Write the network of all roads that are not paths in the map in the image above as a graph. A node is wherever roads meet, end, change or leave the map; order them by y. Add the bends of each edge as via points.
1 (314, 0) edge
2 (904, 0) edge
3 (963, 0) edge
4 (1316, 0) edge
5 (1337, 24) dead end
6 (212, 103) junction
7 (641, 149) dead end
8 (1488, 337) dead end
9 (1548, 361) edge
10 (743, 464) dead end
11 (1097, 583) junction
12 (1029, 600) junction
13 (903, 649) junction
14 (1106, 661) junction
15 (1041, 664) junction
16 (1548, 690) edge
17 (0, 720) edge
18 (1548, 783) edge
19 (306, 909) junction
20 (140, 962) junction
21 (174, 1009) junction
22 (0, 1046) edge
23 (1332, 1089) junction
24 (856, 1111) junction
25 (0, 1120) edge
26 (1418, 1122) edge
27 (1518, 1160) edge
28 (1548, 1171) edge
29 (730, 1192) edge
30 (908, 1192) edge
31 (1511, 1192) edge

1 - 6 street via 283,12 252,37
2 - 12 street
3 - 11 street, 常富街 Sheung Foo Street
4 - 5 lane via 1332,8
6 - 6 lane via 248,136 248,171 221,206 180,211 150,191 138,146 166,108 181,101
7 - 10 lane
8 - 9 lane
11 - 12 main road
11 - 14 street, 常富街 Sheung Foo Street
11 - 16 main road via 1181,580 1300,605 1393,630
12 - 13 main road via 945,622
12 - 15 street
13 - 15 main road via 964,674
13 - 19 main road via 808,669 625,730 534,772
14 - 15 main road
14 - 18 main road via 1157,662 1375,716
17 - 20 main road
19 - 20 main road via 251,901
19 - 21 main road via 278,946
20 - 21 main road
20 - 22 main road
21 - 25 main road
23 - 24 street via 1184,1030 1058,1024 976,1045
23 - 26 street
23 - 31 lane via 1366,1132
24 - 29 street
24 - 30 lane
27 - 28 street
--
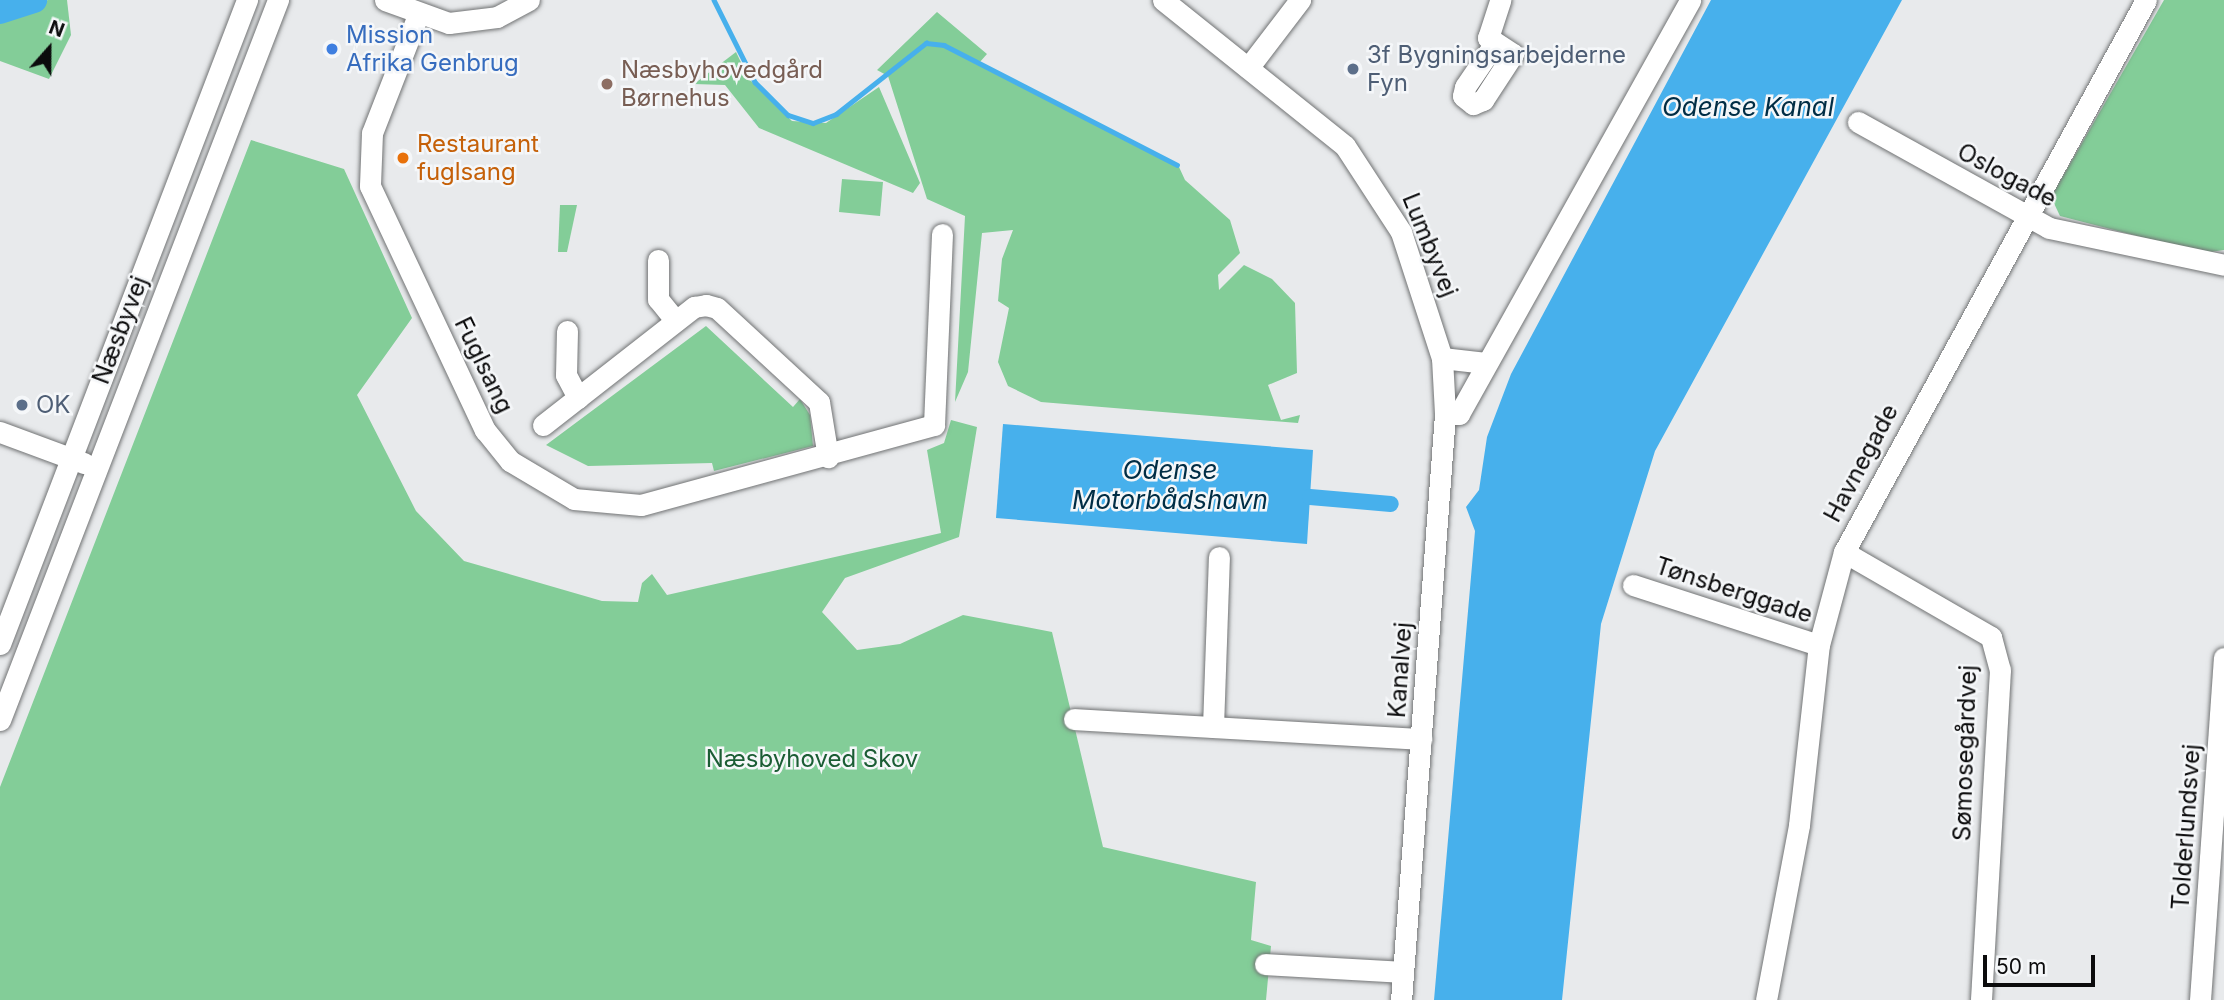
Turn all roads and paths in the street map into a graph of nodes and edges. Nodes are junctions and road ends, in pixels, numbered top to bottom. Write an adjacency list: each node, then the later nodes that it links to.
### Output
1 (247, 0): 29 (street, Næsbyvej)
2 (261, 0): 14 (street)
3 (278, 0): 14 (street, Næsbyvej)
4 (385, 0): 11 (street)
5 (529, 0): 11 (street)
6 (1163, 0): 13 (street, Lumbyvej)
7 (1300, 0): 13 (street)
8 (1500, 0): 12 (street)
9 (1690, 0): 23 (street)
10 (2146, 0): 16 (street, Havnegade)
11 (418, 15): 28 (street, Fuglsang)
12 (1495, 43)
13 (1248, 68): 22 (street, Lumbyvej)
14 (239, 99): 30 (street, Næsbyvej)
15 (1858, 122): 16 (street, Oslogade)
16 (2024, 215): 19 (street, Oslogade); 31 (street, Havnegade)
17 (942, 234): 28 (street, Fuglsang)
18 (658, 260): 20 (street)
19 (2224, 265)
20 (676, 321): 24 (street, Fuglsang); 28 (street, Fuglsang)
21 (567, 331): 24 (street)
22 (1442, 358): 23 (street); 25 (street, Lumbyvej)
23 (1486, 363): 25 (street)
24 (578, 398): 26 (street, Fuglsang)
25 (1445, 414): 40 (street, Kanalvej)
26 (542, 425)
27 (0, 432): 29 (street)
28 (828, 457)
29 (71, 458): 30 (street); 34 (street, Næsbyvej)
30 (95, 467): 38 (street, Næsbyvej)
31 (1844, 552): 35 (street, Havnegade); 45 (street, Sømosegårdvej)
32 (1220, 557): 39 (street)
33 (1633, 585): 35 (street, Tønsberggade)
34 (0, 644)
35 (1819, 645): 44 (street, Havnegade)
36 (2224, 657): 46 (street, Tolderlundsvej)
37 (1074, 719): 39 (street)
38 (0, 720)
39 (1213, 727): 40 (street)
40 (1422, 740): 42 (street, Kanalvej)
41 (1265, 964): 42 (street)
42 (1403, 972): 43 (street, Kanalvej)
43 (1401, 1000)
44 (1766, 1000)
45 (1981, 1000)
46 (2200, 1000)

**What needs to be done**.
Check every line in the entries for the word "Sheung". State how many have it, with no other text.

**Task output**.
2